◆ **Assignment**
In the data below, find each line that contains the word "Ramlal" and copy it.

◆ **Information provided**
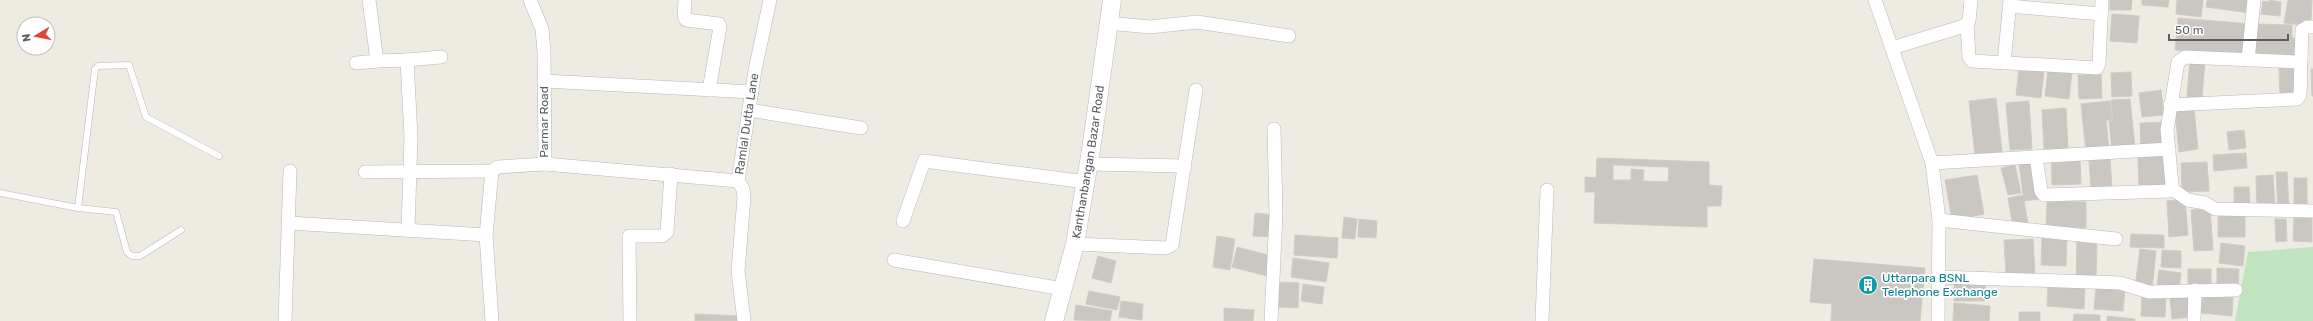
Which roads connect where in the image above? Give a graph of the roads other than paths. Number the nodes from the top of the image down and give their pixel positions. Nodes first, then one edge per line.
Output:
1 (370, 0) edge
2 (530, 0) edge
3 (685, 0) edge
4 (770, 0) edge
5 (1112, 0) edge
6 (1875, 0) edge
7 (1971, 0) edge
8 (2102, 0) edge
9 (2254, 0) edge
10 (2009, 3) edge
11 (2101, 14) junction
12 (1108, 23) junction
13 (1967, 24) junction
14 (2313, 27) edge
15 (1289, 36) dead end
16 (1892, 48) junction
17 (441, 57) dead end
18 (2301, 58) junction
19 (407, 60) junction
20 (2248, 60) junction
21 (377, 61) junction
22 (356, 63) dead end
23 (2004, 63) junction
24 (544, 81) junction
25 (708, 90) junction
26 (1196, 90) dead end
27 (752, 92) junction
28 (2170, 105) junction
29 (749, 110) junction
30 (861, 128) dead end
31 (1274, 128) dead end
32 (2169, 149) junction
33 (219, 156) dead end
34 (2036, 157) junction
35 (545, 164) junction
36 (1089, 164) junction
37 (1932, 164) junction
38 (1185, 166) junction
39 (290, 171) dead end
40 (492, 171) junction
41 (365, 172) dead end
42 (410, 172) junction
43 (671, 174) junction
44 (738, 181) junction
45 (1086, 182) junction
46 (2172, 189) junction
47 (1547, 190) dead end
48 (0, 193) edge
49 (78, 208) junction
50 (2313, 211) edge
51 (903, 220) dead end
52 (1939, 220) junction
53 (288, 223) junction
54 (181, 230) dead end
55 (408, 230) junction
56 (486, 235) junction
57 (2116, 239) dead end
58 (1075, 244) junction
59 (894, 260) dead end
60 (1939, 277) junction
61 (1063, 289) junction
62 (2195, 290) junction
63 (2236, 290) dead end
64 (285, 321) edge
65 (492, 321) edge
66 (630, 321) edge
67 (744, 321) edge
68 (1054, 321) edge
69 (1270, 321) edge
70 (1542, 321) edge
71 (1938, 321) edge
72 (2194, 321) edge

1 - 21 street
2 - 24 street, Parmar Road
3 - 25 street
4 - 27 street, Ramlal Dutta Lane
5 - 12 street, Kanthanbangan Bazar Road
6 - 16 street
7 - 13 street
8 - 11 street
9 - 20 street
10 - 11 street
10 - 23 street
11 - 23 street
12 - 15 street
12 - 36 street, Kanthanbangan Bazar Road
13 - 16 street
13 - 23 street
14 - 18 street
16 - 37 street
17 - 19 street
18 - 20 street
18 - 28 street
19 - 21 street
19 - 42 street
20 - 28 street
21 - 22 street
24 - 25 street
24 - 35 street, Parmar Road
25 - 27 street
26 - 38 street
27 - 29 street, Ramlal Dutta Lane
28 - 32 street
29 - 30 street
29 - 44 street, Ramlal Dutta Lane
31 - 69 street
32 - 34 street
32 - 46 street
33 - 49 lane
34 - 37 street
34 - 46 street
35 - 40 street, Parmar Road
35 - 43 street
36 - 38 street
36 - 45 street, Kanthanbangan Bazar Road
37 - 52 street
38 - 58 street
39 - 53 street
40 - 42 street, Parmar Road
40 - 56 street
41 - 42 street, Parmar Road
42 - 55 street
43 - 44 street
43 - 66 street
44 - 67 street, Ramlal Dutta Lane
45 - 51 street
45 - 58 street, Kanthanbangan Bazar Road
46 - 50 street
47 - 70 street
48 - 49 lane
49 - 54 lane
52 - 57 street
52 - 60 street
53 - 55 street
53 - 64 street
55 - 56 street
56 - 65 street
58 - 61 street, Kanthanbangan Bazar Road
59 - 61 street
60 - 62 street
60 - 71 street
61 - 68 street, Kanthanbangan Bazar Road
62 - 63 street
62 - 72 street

◆ **Your solution**
4 - 27 street, Ramlal Dutta Lane
27 - 29 street, Ramlal Dutta Lane
29 - 44 street, Ramlal Dutta Lane
44 - 67 street, Ramlal Dutta Lane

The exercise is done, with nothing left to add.